The trainer simulates, in real time, the Type 45’s sophisticated electric propulsion, generation, and auxiliary machinery, which can be simultaneously controlled by up to 16 crew members via the Platform Management System (PMS). The OBT enables crew members to take their workstations offline to run training simulations; it is the Royal Navy’s first on-ship trainer of this type.

BAE Systems Surface Ships developed the OBT plant simulation using MathWorks tools and Model-Based Design. “By modeling and simulating the ship’s systems in Simulink, we provided a safe learning environment for the crew and gave valuable feedback to the main Type 45 project team at an early stage,” says Peter Worthington, principal engineer at BAE Systems Surface Ships.

Challenge

BAE Systems Surface Ships engineers had to develop the OBT plant simulation before the systems it emulated were fully designed, and concurrently with the design of the PMS. To handle inevitable changes to system requirements, the engineers needed to be able to trace requirement changes, make design modifications, and communicate those changes with each other and with the customer.

To make the OBT realistic, the team needed to activate approximately 4000 inputs and outputs to PMS with many more internal signals to interconnect the 16 systems it emulated. It also needed to model physical faults as events with secondary effects. “A leak in a pipe would be simulated with a corresponding drop in pressure,” explains Worthington. “That leak would gradually flood a compartment, setting off a bilge alarm. We needed a comprehensive model to simulate this kind of cascade of events.”

In addition, BAE Systems Surface Ships needed to deliver efficient code; customer specifications required the simulation to average less than 20% CPU utilization on a 2 GHz processor.

Solution

BAE Systems Surface Ships engineers created Simulink® models of the Type 45’s main physical systems, including shafts, propellers, gas turbines, and diesel generators, as well as electric distribution, steering, bilge, high-pressure seawater, and fire-fighting systems.

Working from the specifications of the physical systems and PMS, the team identified each system’s inputs and outputs and developed plant models using Simulink. They developed test harnesses for each system in Simulink, then ran simulations to test each model independently.

After debugging and verifying the system models, the team combined them into an integrated Simulink model of the Type 45. They combined the individual harnesses to enable testing of the overall plant simulation. The team then simulated numerous scenarios to verify the integration, operation, and initialization states of the overall plant simulation.

During design reviews with the customer, BAE Systems Surface Ships engineers demonstrated the trainer by running various scenarios in Simulink. Any issues raised were easily addressed by changes to the Simulink model. With Simulink Report Generator™, the team automatically created the required software design document from the Simulink model.

Finally, the team used Embedded Coder® to generate C code for the entire OBT plant simulation.
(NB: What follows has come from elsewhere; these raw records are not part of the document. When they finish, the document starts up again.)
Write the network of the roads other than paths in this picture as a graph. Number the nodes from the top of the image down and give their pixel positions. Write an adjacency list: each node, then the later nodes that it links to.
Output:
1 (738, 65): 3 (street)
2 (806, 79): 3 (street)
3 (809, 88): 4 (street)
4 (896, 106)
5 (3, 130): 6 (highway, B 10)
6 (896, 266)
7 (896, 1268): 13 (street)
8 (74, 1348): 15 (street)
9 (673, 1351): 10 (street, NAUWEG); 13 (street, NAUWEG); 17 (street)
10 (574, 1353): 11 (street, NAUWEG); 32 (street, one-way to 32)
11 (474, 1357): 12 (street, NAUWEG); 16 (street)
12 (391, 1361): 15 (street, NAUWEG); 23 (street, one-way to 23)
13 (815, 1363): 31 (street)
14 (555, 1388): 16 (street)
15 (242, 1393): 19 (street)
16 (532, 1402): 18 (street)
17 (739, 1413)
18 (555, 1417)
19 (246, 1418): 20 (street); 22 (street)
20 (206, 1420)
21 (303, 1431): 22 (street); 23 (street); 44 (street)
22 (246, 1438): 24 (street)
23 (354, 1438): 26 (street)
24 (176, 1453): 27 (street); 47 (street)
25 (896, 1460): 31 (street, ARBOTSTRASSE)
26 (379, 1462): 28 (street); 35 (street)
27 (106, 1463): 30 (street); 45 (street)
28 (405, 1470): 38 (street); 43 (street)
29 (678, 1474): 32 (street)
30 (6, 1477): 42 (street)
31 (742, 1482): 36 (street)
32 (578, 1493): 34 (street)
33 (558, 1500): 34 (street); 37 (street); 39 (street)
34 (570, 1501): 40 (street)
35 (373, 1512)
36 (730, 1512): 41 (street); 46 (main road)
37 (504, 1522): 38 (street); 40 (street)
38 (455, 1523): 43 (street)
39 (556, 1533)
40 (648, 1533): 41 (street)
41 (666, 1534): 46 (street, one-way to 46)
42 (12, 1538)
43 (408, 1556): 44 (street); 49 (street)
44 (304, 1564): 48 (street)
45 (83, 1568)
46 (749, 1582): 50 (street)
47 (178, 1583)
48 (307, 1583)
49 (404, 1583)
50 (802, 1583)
Once compiled, the code was embedded back into the Simulink harnesses for the final Factory Acceptance Test with the customer.

The first phase of the OBT project, which simulates about 80 faults, has been delivered and accepted. Phase two, a shore-based damage control command team trainer that simulates 550 faults, is currently being accepted. Work on the third phase, a Type 45 marine engineering trainer with additional local control panels, is underway.

Results

  • Efficient production code generated. “The final deliverable comprised 90,000 lines of code generated using Embedded Coder,” says Worthington. “The code consumed just 2% of CPU time—an order of magnitude less than the customer’s performance requirement of 20%.”
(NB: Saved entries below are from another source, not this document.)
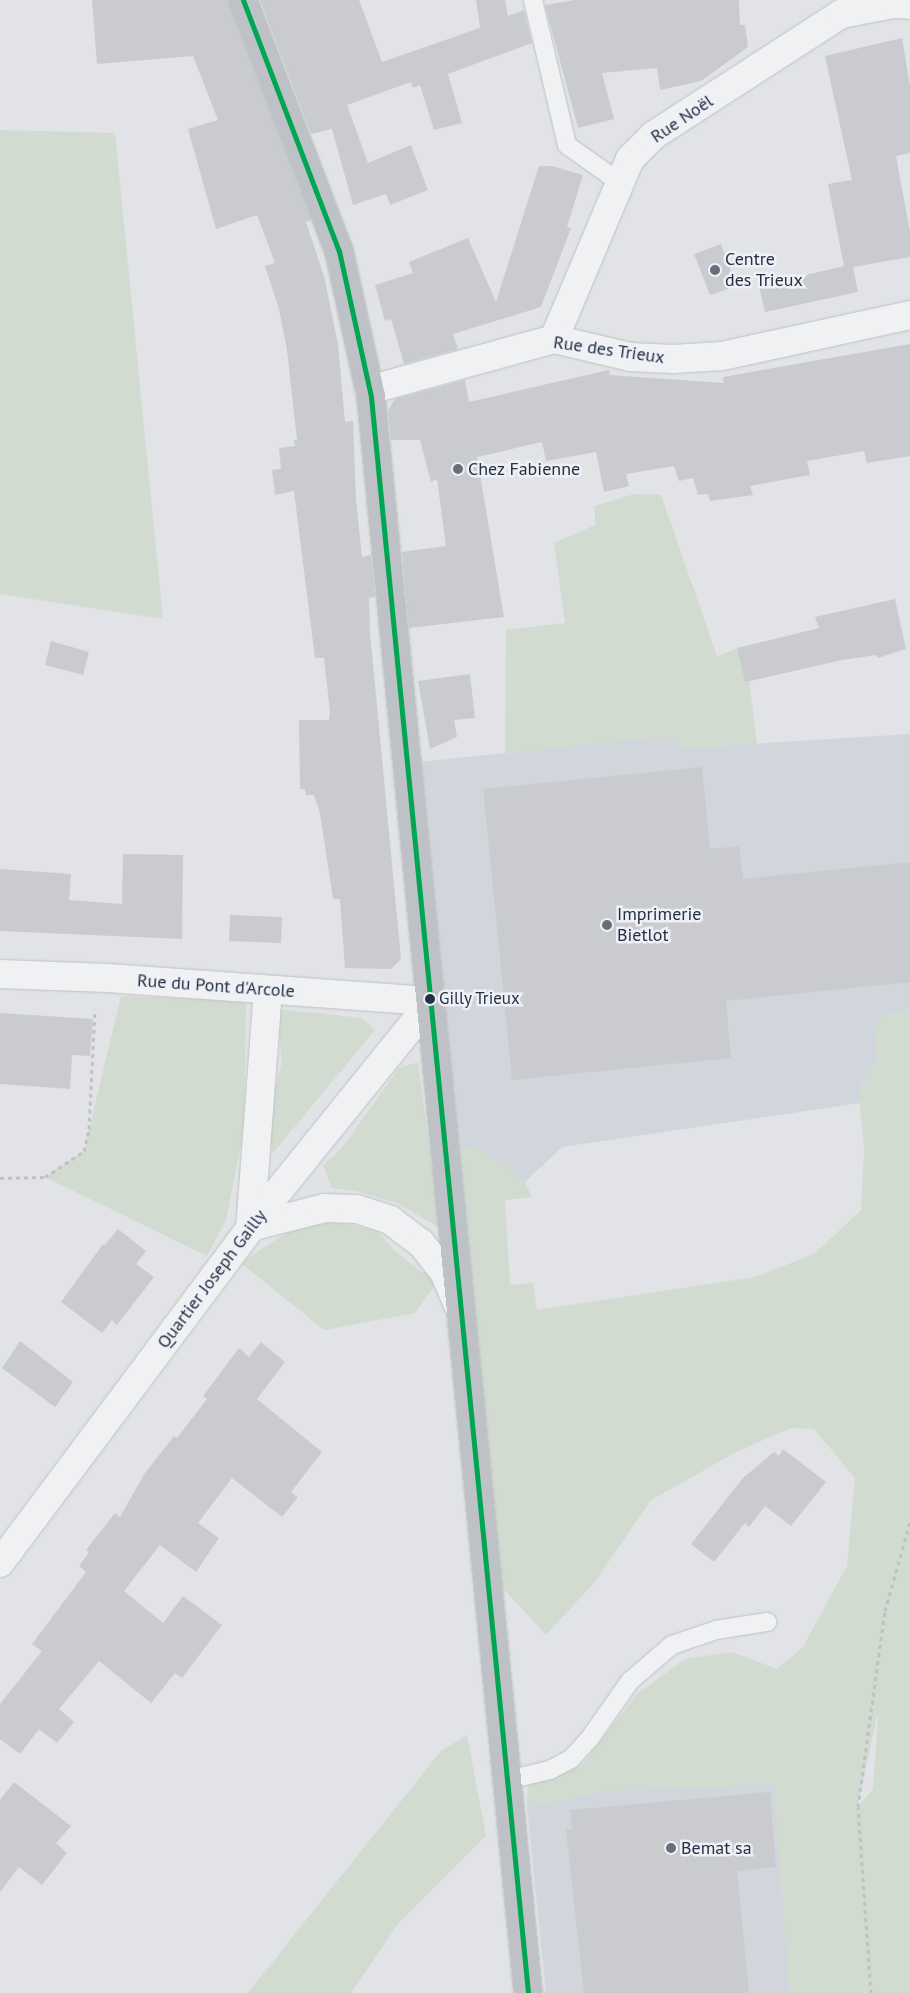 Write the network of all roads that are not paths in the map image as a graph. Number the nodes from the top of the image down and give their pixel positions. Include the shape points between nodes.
1 (243, 0) edge
2 (533, 0) edge
3 (910, 5) edge
4 (842, 7) edge
5 (619, 182) junction
6 (910, 315) edge
7 (554, 339) junction
8 (369, 390) junction
9 (0, 974) edge
10 (268, 990) junction
11 (432, 1001) junction
12 (250, 1227) junction
13 (463, 1315) junction
14 (0, 1563) edge
15 (767, 1622) dead end
16 (508, 1780) junction
17 (528, 1993) edge

1 - 8 street via 339,251
2 - 5 lane via 567,145
3 - 4 street, Rue Noël
4 - 5 street, Rue Noël via 654,135 630,159
5 - 7 street, Rue Noël
6 - 7 street, Rue des Trieux via 722,356 630,357
7 - 8 street, Rue des Trieux
8 - 11 street
9 - 10 street, Rue du Pont d'Arcole
10 - 11 street, Rue du Pont d'Arcole
10 - 12 street
11 - 12 street, Quartier Joseph Gailly
11 - 13 street
12 - 13 street via 325,1208 357,1209 390,1220 421,1243 444,1272
12 - 14 street, Quartier Joseph Gailly
13 - 16 street
15 - 16 lane via 716,1630 672,1646 630,1681 571,1759 550,1770
16 - 17 street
  • Development effort cut in half. “Using MathWorks tools for Model-Based Design, just three engineers developed the OBT plant simulation at about half the cost of the nearest competitive bid,” says Worthington. “Using conventional techniques, the project would have required 2 to 4 times more development effort.”
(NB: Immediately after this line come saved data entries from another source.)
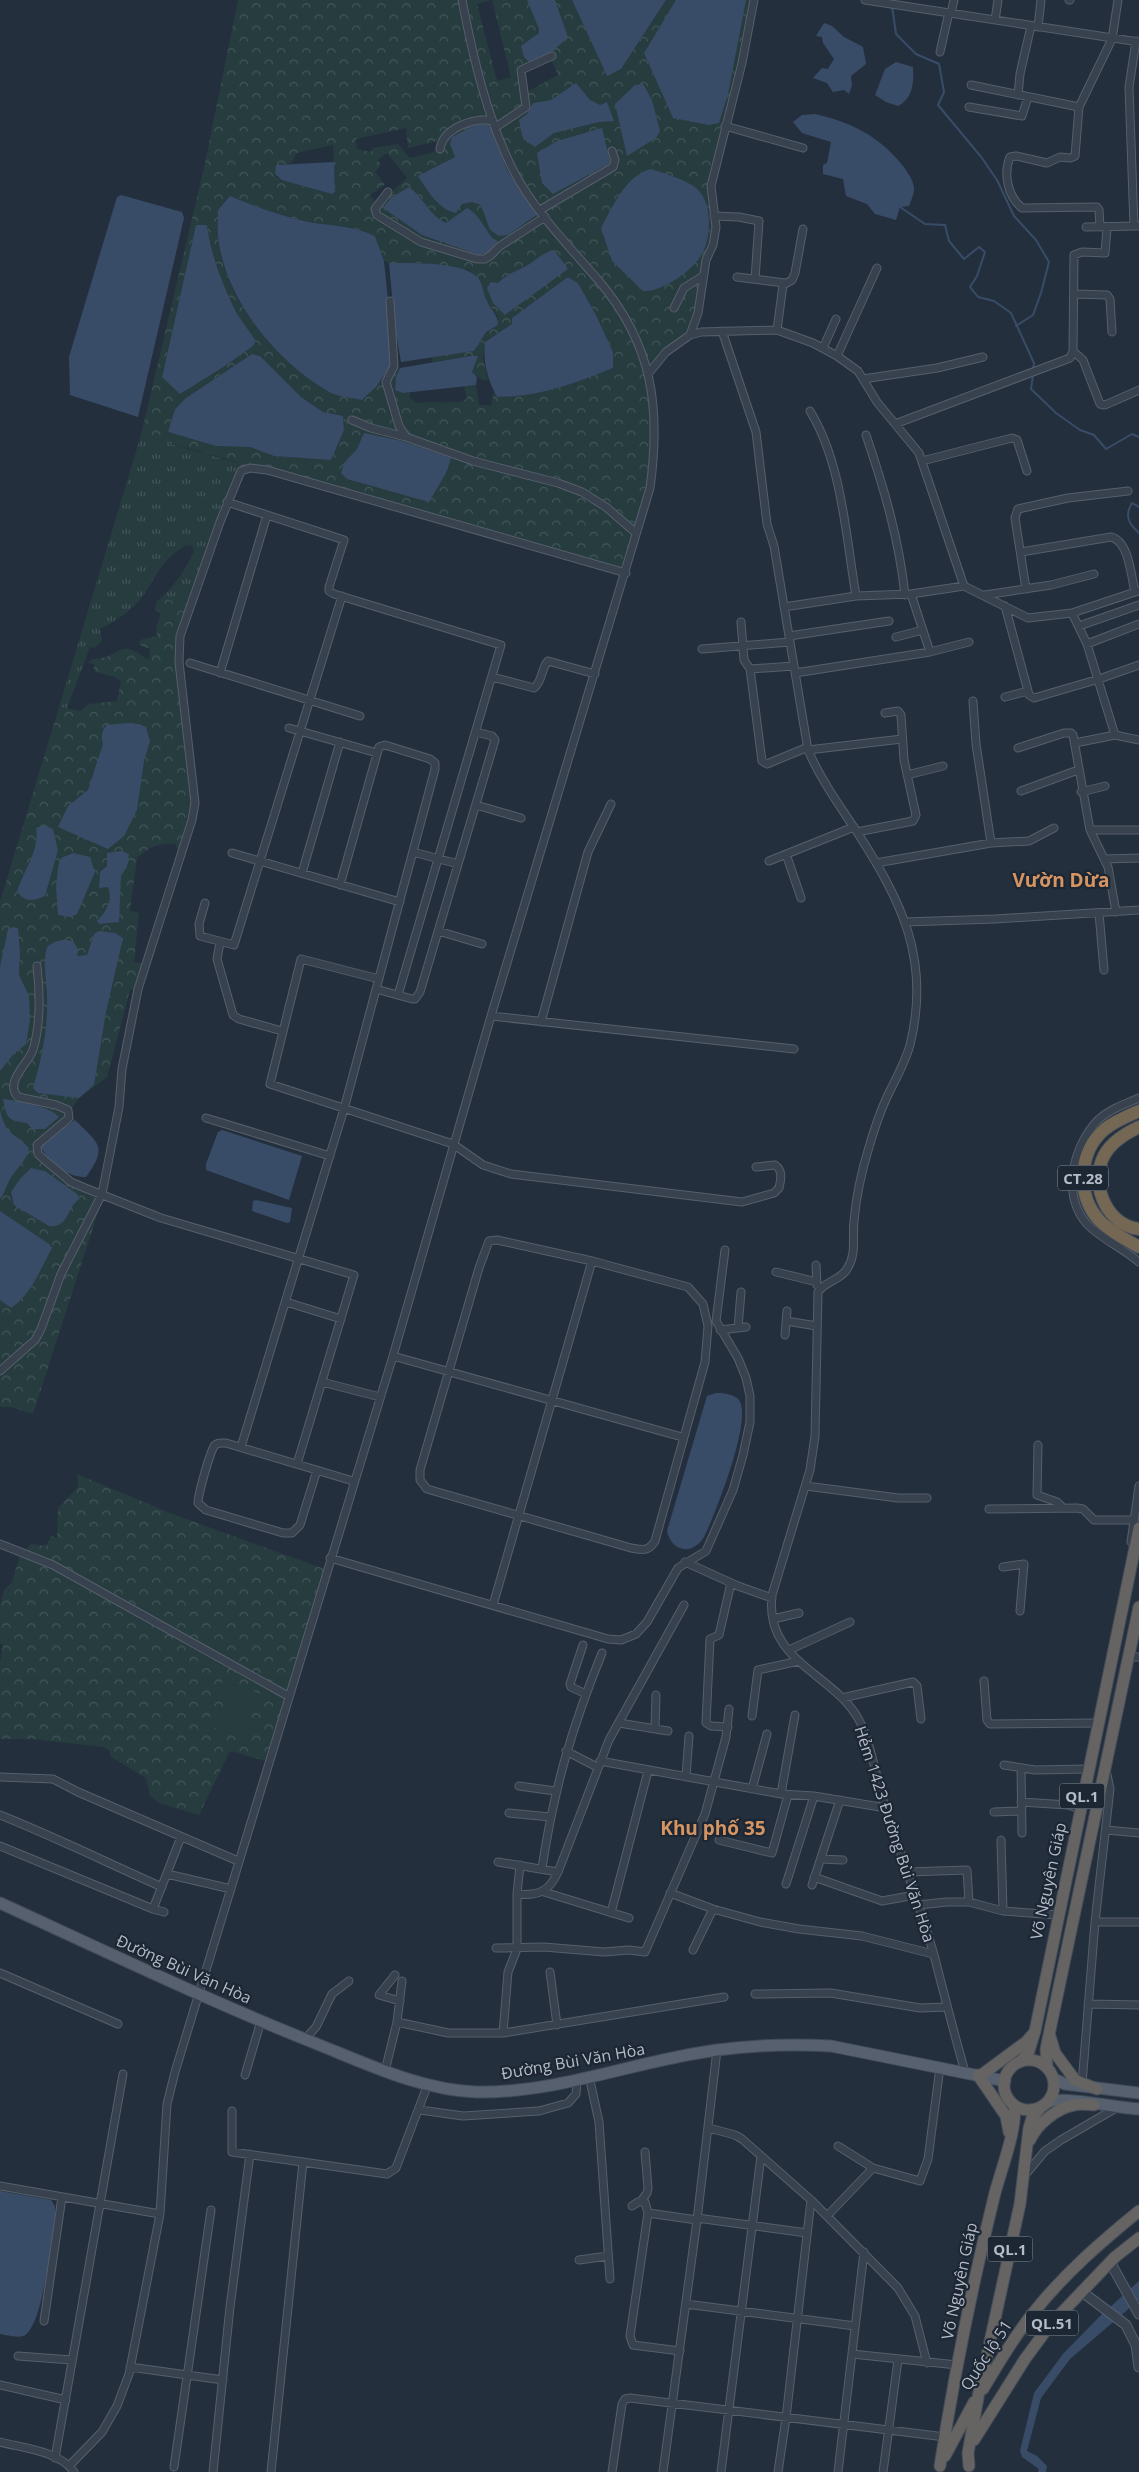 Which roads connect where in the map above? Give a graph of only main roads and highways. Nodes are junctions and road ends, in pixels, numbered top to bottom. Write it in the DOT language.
graph roads {
  1 [pos="1139,1111"];
  2 [pos="1139,1127"];
  3 [pos="1139,1229"];
  4 [pos="1139,1247"];
  5 [pos="1136,1524"];
  6 [pos="1139,1607"];
  7 [pos="1134,1657"];
  8 [pos="0,1903"];
  9 [pos="1035,2031"];
  10 [pos="1050,2033"];
  11 [pos="1020,2062"];
  12 [pos="1047,2068"];
  13 [pos="979,2076"];
  14 [pos="1054,2079"];
  15 [pos="1005,2081"];
  16 [pos="1097,2089"];
  17 [pos="1139,2093"];
  18 [pos="1014,2105"];
  19 [pos="1044,2105"];
  20 [pos="1094,2105"];
  21 [pos="1139,2109"];
  22 [pos="1010,2138"];
  23 [pos="1026,2154"];
  24 [pos="1139,2211"];
  25 [pos="1139,2238"];
  26 [pos="978,2396"];
  27 [pos="948,2416"];
  28 [pos="973,2422"];
  29 [pos="939,2470"];
  30 [pos="966,2470"];
  1 -- 4 [label="highway, CT.28"];
  2 -- 3 [label="highway, CT.28"];
  5 -- 9 [label="highway, Võ Nguyên Giáp / QL.1"];
  6 -- 7 [label="highway, Võ Nguyên Giáp / QL.1"];
  7 -- 10 [label="highway, Võ Nguyên Giáp / QL.1"];
  8 -- 13 [label="main road, Đường Bùi Văn Hòa"];
  9 -- 11 [label="highway, Võ Nguyên Giáp / QL.1"];
  9 -- 13 [label="highway"];
  10 -- 12 [label="highway, Võ Nguyên Giáp / QL.1"];
  10 -- 16 [label="highway"];
  11 -- 12 [label="highway"];
  11 -- 15 [label="highway, QL.1"];
  12 -- 14 [label="highway"];
  13 -- 15 [label="main road, Đường Bùi Văn Hòa"];
  13 -- 22 [label="highway"];
  14 -- 16 [label="main road"];
  14 -- 19 [label="highway, QL.1"];
  15 -- 18 [label="highway, QL.1"];
  16 -- 17 [label="main road"];
  18 -- 19 [label="highway"];
  18 -- 22 [label="highway, Võ Nguyên Giáp / QL.1"];
  19 -- 20 [label="main road"];
  19 -- 23 [label="highway, QL.1"];
  20 -- 21 [label="main road"];
  20 -- 23 [label="highway"];
  22 -- 27 [label="highway, Võ Nguyên Giáp / QL.1"];
  23 -- 26 [label="highway, QL.1"];
  24 -- 26 [label="highway, Quốc lộ 51 / QL.51"];
  25 -- 28 [label="highway, QL.51"];
  26 -- 28 [label="highway, QL.1"];
  27 -- 28 [label="highway"];
  27 -- 29 [label="highway, Võ Nguyên Giáp / QL.1"];
  28 -- 29 [label="highway, QL.51"];
  28 -- 30 [label="main road, QL.51"];
  28 -- 30 [label="highway, QL.1"];
}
  • Early feedback on system specification provided to Type 45 project. “In the first stages of development, our simulation results raised issues around how the PMS interacted with certain systems,” says Worthington. “The MATLAB® and Simulink models helped us communicate what was happening to the Type 45 project team. That knowledge enabled them to review the PMS, identify and address specification issues early, and avoid costly rework later on.”